▶ [TASK BRIEF] Every record below must be copied exactly, with images dropped.

Records from a collection

-- -- --

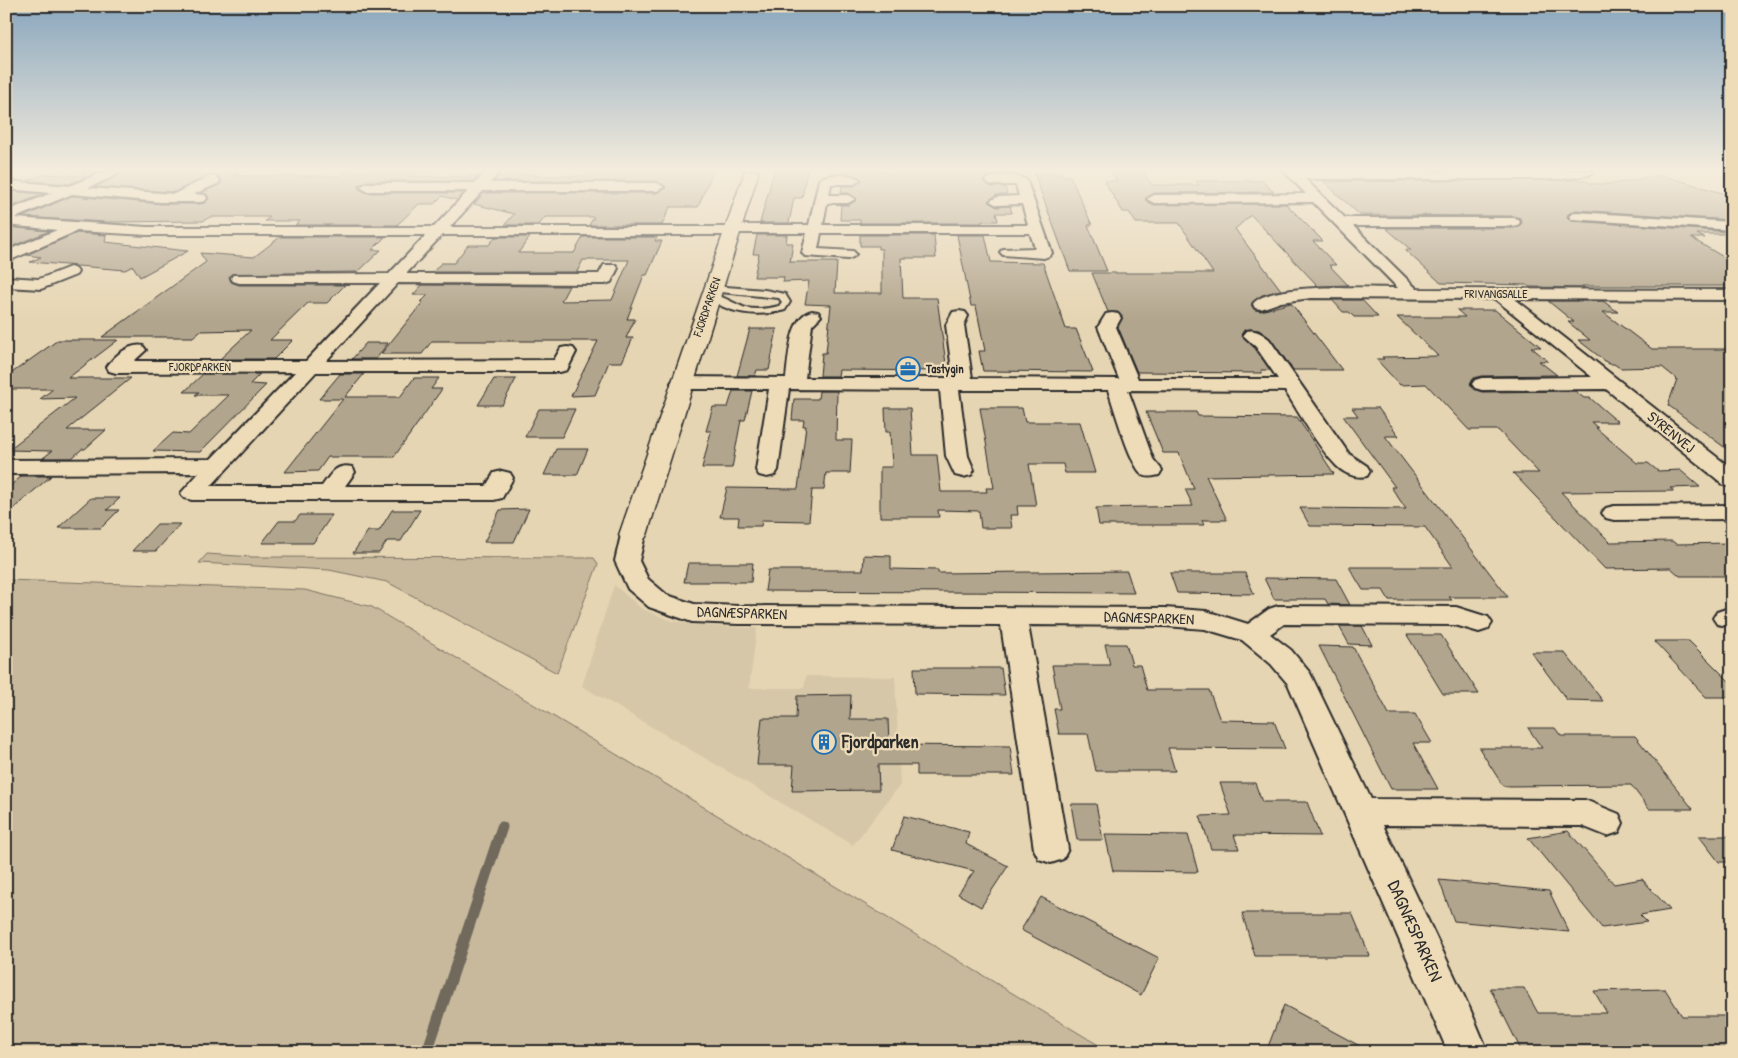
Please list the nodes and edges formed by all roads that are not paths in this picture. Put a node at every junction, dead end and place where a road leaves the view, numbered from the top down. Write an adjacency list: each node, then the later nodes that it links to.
1 (448, 220): 13 (street)
2 (736, 220): 14 (street, FJORDPARKEN)
3 (816, 220): 11 (street)
4 (1033, 220): 12 (street)
5 (1644, 220): 9 (street)
6 (6, 221): 10 (street)
7 (1341, 222): 8 (street); 26 (street)
8 (1514, 222)
9 (1732, 226)
10 (74, 227): 13 (street); 17 (street)
11 (814, 229): 12 (street); 14 (street); 16 (street)
12 (1036, 229): 15 (street)
13 (439, 230): 14 (street); 23 (street)
14 (733, 230): 25 (street, FJORDPARKEN)
15 (1008, 252)
16 (848, 254)
17 (6, 256)
18 (302, 268): 22 (street)
19 (610, 268): 23 (street)
20 (70, 272): 24 (street)
21 (239, 278): 22 (street)
22 (290, 279): 23 (street)
23 (393, 279): 36 (street)
24 (6, 282)
25 (712, 292): 25 (lane); 37 (street, FJORDPARKEN)
26 (1412, 293): 27 (street, FRIVANGSALLE); 29 (street, FRIVANGSALLE)
27 (1498, 294): 28 (street, FRIVANGSALLE); 38 (street, SYRENVEJ)
28 (1732, 295)
29 (1261, 304)
30 (812, 316): 39 (street)
31 (959, 316): 40 (street)
32 (1112, 318): 41 (street)
33 (1252, 336): 42 (street)
34 (137, 350): 36 (street, FJORDPARKEN)
35 (567, 352): 36 (street, FJORDPARKEN)
36 (310, 367): 44 (street)
37 (681, 383): 39 (street); 56 (street, DAGNÆSPARKEN)
38 (1610, 383): 43 (street); 52 (street, SYRENVEJ)
39 (787, 384): 40 (street); 46 (street)
40 (956, 384): 41 (street); 47 (street)
41 (1123, 384): 42 (street); 48 (street)
42 (1291, 384): 50 (street)
43 (1482, 384)
44 (217, 466): 45 (street); 53 (street)
45 (6, 467)
46 (766, 470)
47 (963, 470)
48 (1151, 470)
49 (344, 472): 53 (street)
50 (1359, 472)
51 (502, 478): 53 (street)
52 (1732, 480)
53 (329, 493)
54 (1732, 512): 55 (street)
55 (1614, 513)
56 (633, 536): 57 (street, DAGNÆSPARKEN)
57 (1014, 616): 59 (street, DAGNÆSPARKEN); 62 (street)
58 (1480, 623): 59 (street)
59 (1252, 634): 60 (street, DAGNÆSPARKEN)
60 (1361, 812): 61 (street); 63 (street, DAGNÆSPARKEN)
61 (1607, 823)
62 (1051, 849)
63 (1468, 1052)

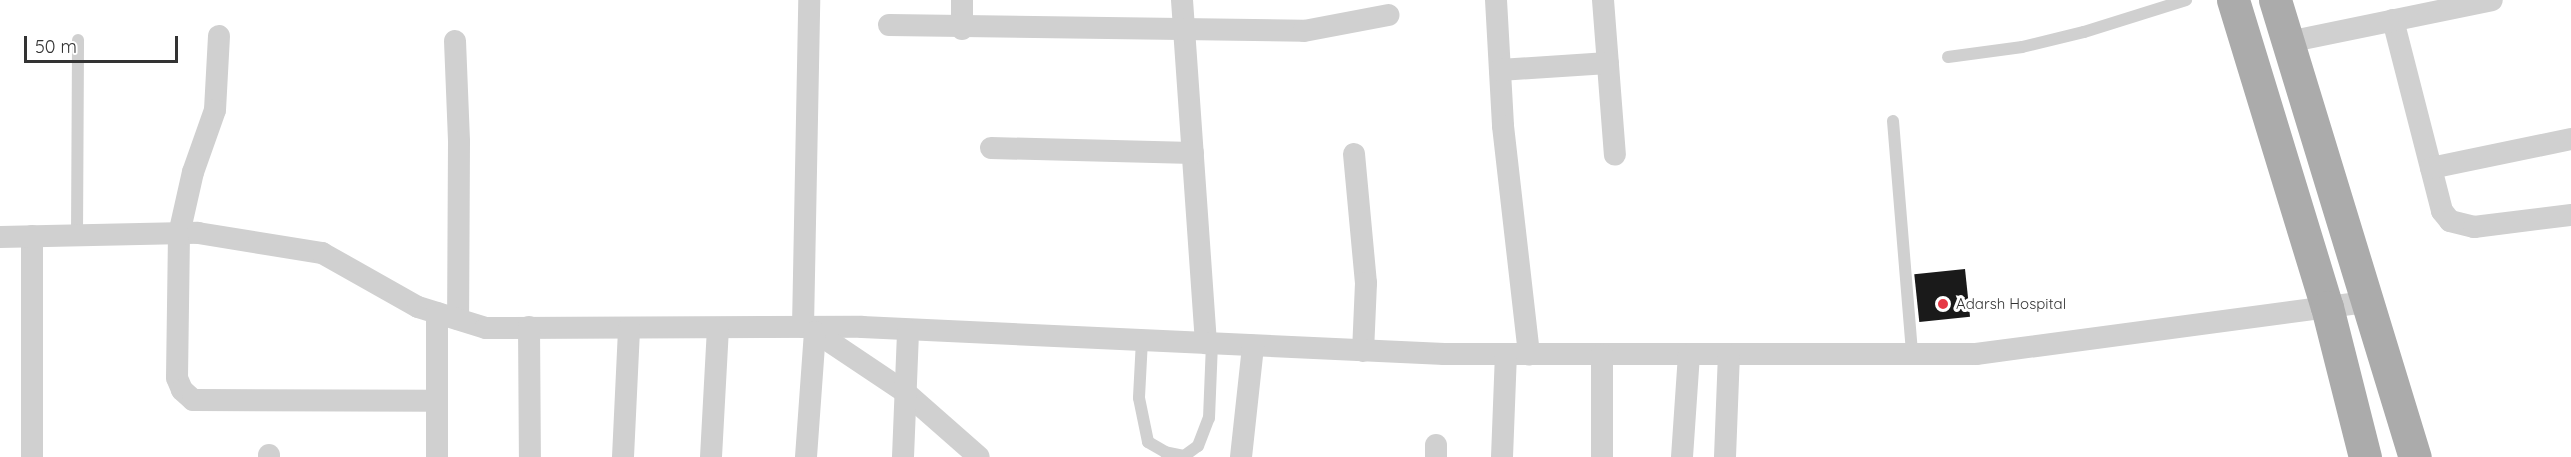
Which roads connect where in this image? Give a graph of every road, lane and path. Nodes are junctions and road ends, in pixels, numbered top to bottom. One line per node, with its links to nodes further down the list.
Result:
1 (809, 0): 41 (street)
2 (962, 0): 14 (street)
3 (1182, 0): 15 (street)
4 (1496, 0): 22 (street)
5 (1603, 0): 21 (street)
6 (2186, 0): 20 (lane)
7 (2233, 0): 36 (main road)
8 (2275, 0): 19 (main road)
9 (2492, 0): 10 (street)
10 (2452, 4): 12 (street)
11 (1389, 15): 15 (street)
12 (2393, 20): 19 (street); 29 (street)
13 (889, 25): 14 (street)
14 (962, 29): 15 (street)
15 (1186, 33): 26 (street)
16 (219, 36): 31 (street)
17 (78, 40): 33 (lane)
18 (455, 41): 37 (street)
19 (2288, 42): 35 (main road)
20 (1948, 57)
21 (1608, 63): 22 (street); 28 (street)
22 (1500, 70): 50 (street)
23 (1893, 121): 49 (lane)
24 (2571, 139): 29 (street)
25 (991, 148): 26 (street)
26 (1193, 153): 44 (street)
27 (1354, 154): 46 (street)
28 (1615, 155)
29 (2431, 168): 30 (street)
30 (2571, 215)
31 (178, 234): 33 (street); 37 (street); 53 (street)
32 (32, 236): 33 (street); 34 (street); 54 (street)
33 (77, 236)
34 (0, 237)
35 (2368, 302): 36 (street); 68 (main road)
36 (2327, 307): 49 (street); 67 (main road)
37 (448, 316): 38 (street); 53 (street)
38 (529, 327): 40 (street); 56 (street)
39 (718, 327): 40 (street); 41 (street); 58 (street)
40 (629, 328): 57 (street)
41 (809, 329): 42 (street); 52 (street); 59 (street)
42 (908, 330): 43 (street); 52 (street)
43 (1142, 340): 44 (street); 44 (lane)
44 (1209, 344): 45 (street)
45 (1253, 346): 46 (street); 62 (street)
46 (1363, 351): 50 (street)
47 (1602, 354): 48 (street); 50 (street); 64 (street)
48 (1689, 354): 51 (street); 65 (street)
49 (1912, 354): 51 (street)
50 (1517, 355): 63 (street)
51 (1729, 355): 66 (street)
52 (905, 392): 60 (street); 61 (street)
53 (436, 401): 55 (street)
54 (32, 457)
55 (437, 457)
56 (530, 457)
57 (623, 457)
58 (711, 457)
59 (806, 457)
60 (903, 457)
61 (979, 457)
62 (1241, 457)
63 (1502, 457)
64 (1602, 457)
65 (1682, 457)
66 (1725, 457)
67 (2365, 457)
68 (2415, 457)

-- -- --

▶ [ANSWER BOX]
Please list the nodes and edges formed by all roads that are not paths in this picture. Put a node at every junction, dead end and place where a road leaves the view, numbered from the top down. Write an adjacency list: each node, then the later nodes that it links to.
1 (448, 220): 13 (street)
2 (736, 220): 14 (street, FJORDPARKEN)
3 (816, 220): 11 (street)
4 (1033, 220): 12 (street)
5 (1644, 220): 9 (street)
6 (6, 221): 10 (street)
7 (1341, 222): 8 (street); 26 (street)
8 (1514, 222)
9 (1732, 226)
10 (74, 227): 13 (street); 17 (street)
11 (814, 229): 12 (street); 14 (street); 16 (street)
12 (1036, 229): 15 (street)
13 (439, 230): 14 (street); 23 (street)
14 (733, 230): 25 (street, FJORDPARKEN)
15 (1008, 252)
16 (848, 254)
17 (6, 256)
18 (302, 268): 22 (street)
19 (610, 268): 23 (street)
20 (70, 272): 24 (street)
21 (239, 278): 22 (street)
22 (290, 279): 23 (street)
23 (393, 279): 36 (street)
24 (6, 282)
25 (712, 292): 25 (lane); 37 (street, FJORDPARKEN)
26 (1412, 293): 27 (street, FRIVANGSALLE); 29 (street, FRIVANGSALLE)
27 (1498, 294): 28 (street, FRIVANGSALLE); 38 (street, SYRENVEJ)
28 (1732, 295)
29 (1261, 304)
30 (812, 316): 39 (street)
31 (959, 316): 40 (street)
32 (1112, 318): 41 (street)
33 (1252, 336): 42 (street)
34 (137, 350): 36 (street, FJORDPARKEN)
35 (567, 352): 36 (street, FJORDPARKEN)
36 (310, 367): 44 (street)
37 (681, 383): 39 (street); 56 (street, DAGNÆSPARKEN)
38 (1610, 383): 43 (street); 52 (street, SYRENVEJ)
39 (787, 384): 40 (street); 46 (street)
40 (956, 384): 41 (street); 47 (street)
41 (1123, 384): 42 (street); 48 (street)
42 (1291, 384): 50 (street)
43 (1482, 384)
44 (217, 466): 45 (street); 53 (street)
45 (6, 467)
46 (766, 470)
47 (963, 470)
48 (1151, 470)
49 (344, 472): 53 (street)
50 (1359, 472)
51 (502, 478): 53 (street)
52 (1732, 480)
53 (329, 493)
54 (1732, 512): 55 (street)
55 (1614, 513)
56 (633, 536): 57 (street, DAGNÆSPARKEN)
57 (1014, 616): 59 (street, DAGNÆSPARKEN); 62 (street)
58 (1480, 623): 59 (street)
59 (1252, 634): 60 (street, DAGNÆSPARKEN)
60 (1361, 812): 61 (street); 63 (street, DAGNÆSPARKEN)
61 (1607, 823)
62 (1051, 849)
63 (1468, 1052)

Which roads connect where in this image? Give a graph of every road, lane and path. Nodes are junctions and road ends, in pixels, numbered top to bottom. One line per node, with its links to nodes further down the list.
Result:
1 (809, 0): 41 (street)
2 (962, 0): 14 (street)
3 (1182, 0): 15 (street)
4 (1496, 0): 22 (street)
5 (1603, 0): 21 (street)
6 (2186, 0): 20 (lane)
7 (2233, 0): 36 (main road)
8 (2275, 0): 19 (main road)
9 (2492, 0): 10 (street)
10 (2452, 4): 12 (street)
11 (1389, 15): 15 (street)
12 (2393, 20): 19 (street); 29 (street)
13 (889, 25): 14 (street)
14 (962, 29): 15 (street)
15 (1186, 33): 26 (street)
16 (219, 36): 31 (street)
17 (78, 40): 33 (lane)
18 (455, 41): 37 (street)
19 (2288, 42): 35 (main road)
20 (1948, 57)
21 (1608, 63): 22 (street); 28 (street)
22 (1500, 70): 50 (street)
23 (1893, 121): 49 (lane)
24 (2571, 139): 29 (street)
25 (991, 148): 26 (street)
26 (1193, 153): 44 (street)
27 (1354, 154): 46 (street)
28 (1615, 155)
29 (2431, 168): 30 (street)
30 (2571, 215)
31 (178, 234): 33 (street); 37 (street); 53 (street)
32 (32, 236): 33 (street); 34 (street); 54 (street)
33 (77, 236)
34 (0, 237)
35 (2368, 302): 36 (street); 68 (main road)
36 (2327, 307): 49 (street); 67 (main road)
37 (448, 316): 38 (street); 53 (street)
38 (529, 327): 40 (street); 56 (street)
39 (718, 327): 40 (street); 41 (street); 58 (street)
40 (629, 328): 57 (street)
41 (809, 329): 42 (street); 52 (street); 59 (street)
42 (908, 330): 43 (street); 52 (street)
43 (1142, 340): 44 (street); 44 (lane)
44 (1209, 344): 45 (street)
45 (1253, 346): 46 (street); 62 (street)
46 (1363, 351): 50 (street)
47 (1602, 354): 48 (street); 50 (street); 64 (street)
48 (1689, 354): 51 (street); 65 (street)
49 (1912, 354): 51 (street)
50 (1517, 355): 63 (street)
51 (1729, 355): 66 (street)
52 (905, 392): 60 (street); 61 (street)
53 (436, 401): 55 (street)
54 (32, 457)
55 (437, 457)
56 (530, 457)
57 (623, 457)
58 (711, 457)
59 (806, 457)
60 (903, 457)
61 (979, 457)
62 (1241, 457)
63 (1502, 457)
64 (1602, 457)
65 (1682, 457)
66 (1725, 457)
67 (2365, 457)
68 (2415, 457)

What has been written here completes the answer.